C'est un inventaire à la Prévert d'un genre un peu particulier : « Un type qui danse avec un paquet de chips sur la tête, deux adolescentes de 14 ans qui gloussent, un abruti qui te montre ses muscles, et bien sûr, une foule de pénis. » Voilà le bilan bigarré qu'Olivier Mermet, animateur du site de veille publicitaire et marketing Blog de Nuit, dresse du site du moment : l'ovni Chatroulette, qui permet d'être connecté au hasard, via une webcam, à n'importe quel internaute présent sur le site pour discuter en «chat». Si l'interlocuteur n'a pas l'heur de plaire, on peut relancer la roulette en appuyant sur « next », mais l'on peut aussi « se faire nexter » à son tour, une forme de version high-tech du bon vieux râteau. «Tout le monde parle de Chatroulette, alors qu'il va à l'encontre du discours convenu sur Internet», remarque Olivier Mermet. « Depuis des années, on entend dire qu'il est important de créer des liens sur le Web, via les communautés et sur les réseaux sociaux, alors que sur Chatroulette, on n'a aucun moyen de retrouver quelqu'un avec qui l'on a conversé, sauf à «nexter » la planète entière pendant quatre ans pour le retrouver... ».
Ce kaléidoscope humain où l'humour absurde côtoie la trivialité la plus frontale, mais aussi parfois, des conversations intéressantes – îlots d'humanité dans un océan de phallus–, fascine. Il faut dire que son histoire est amusante.

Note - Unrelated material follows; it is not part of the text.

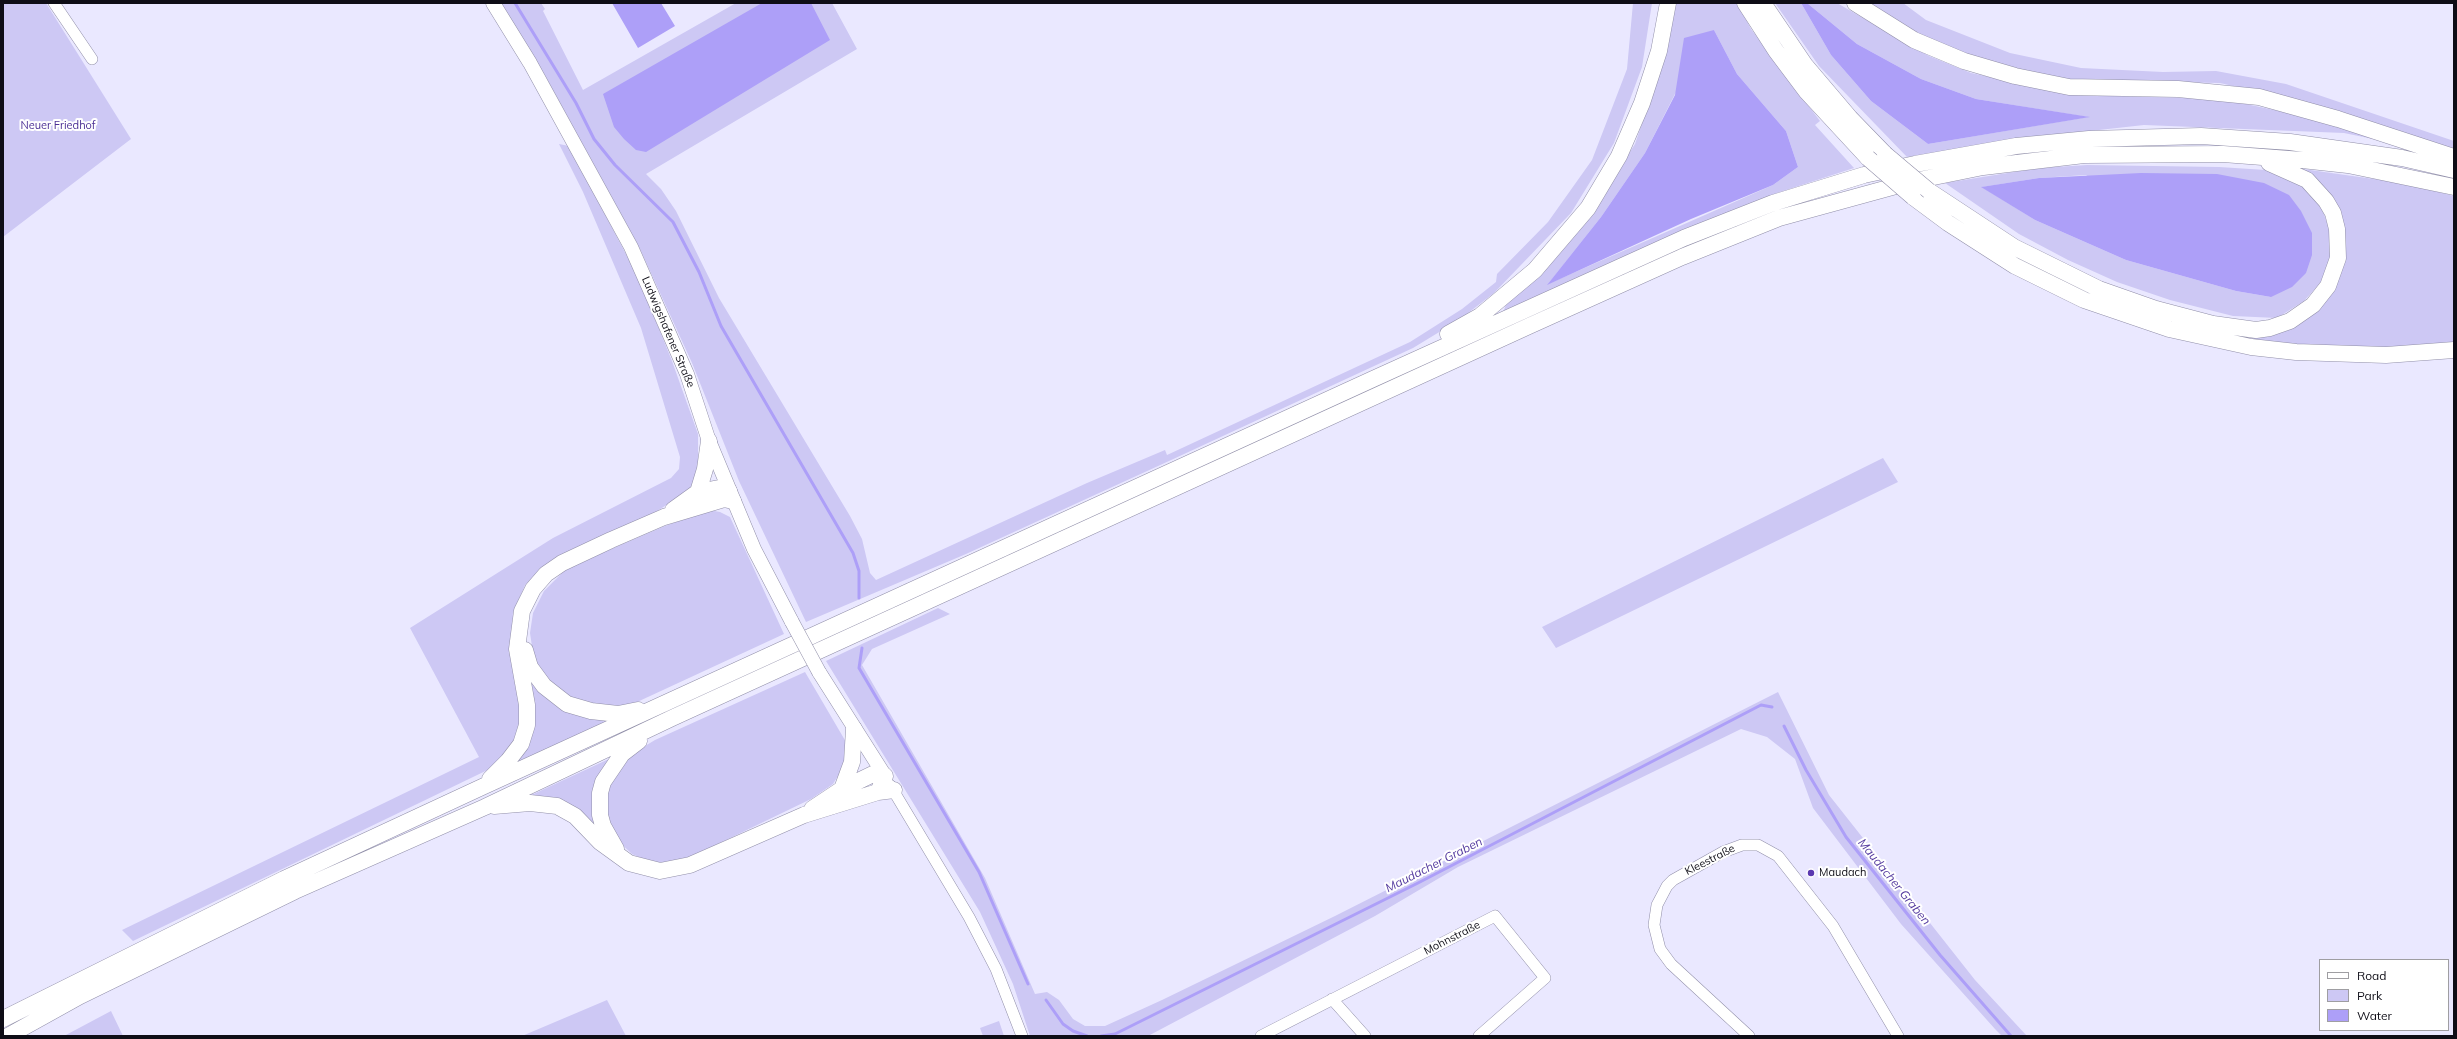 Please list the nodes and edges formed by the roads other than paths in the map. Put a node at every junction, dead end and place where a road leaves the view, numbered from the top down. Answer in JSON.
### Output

Son créateur, Andrey Ternovsky, est un moscovite de 17 ans qui pose dans le New York Times en tee-shirt sur un VTT. S'il a créé le site, explique-t-il dans le NYT, c'est parce qu' « au bout d'un moment [il] a commencé à être fatigué de chatter avec ses amis sur Skype via la webcam, et qu'[il] avait envie de rencontrer des gens nouveaux ». Aujourd'hui, le site reçoit plus de 20 000 visiteurs par nuit. Avec un frisson mêlé d'une étrange fascination. « On joue sur le feu lorsqu'on va sur Chatroulette », estime Olivier Mermet. « Le site va cartonner auprès des ados, qui ont moins d'appréhension que leurs aînés à se dévoiler sur le Net, et sont friands de l'humour exutoire qui a fait le succès de sites cultes comme 4chan.org. »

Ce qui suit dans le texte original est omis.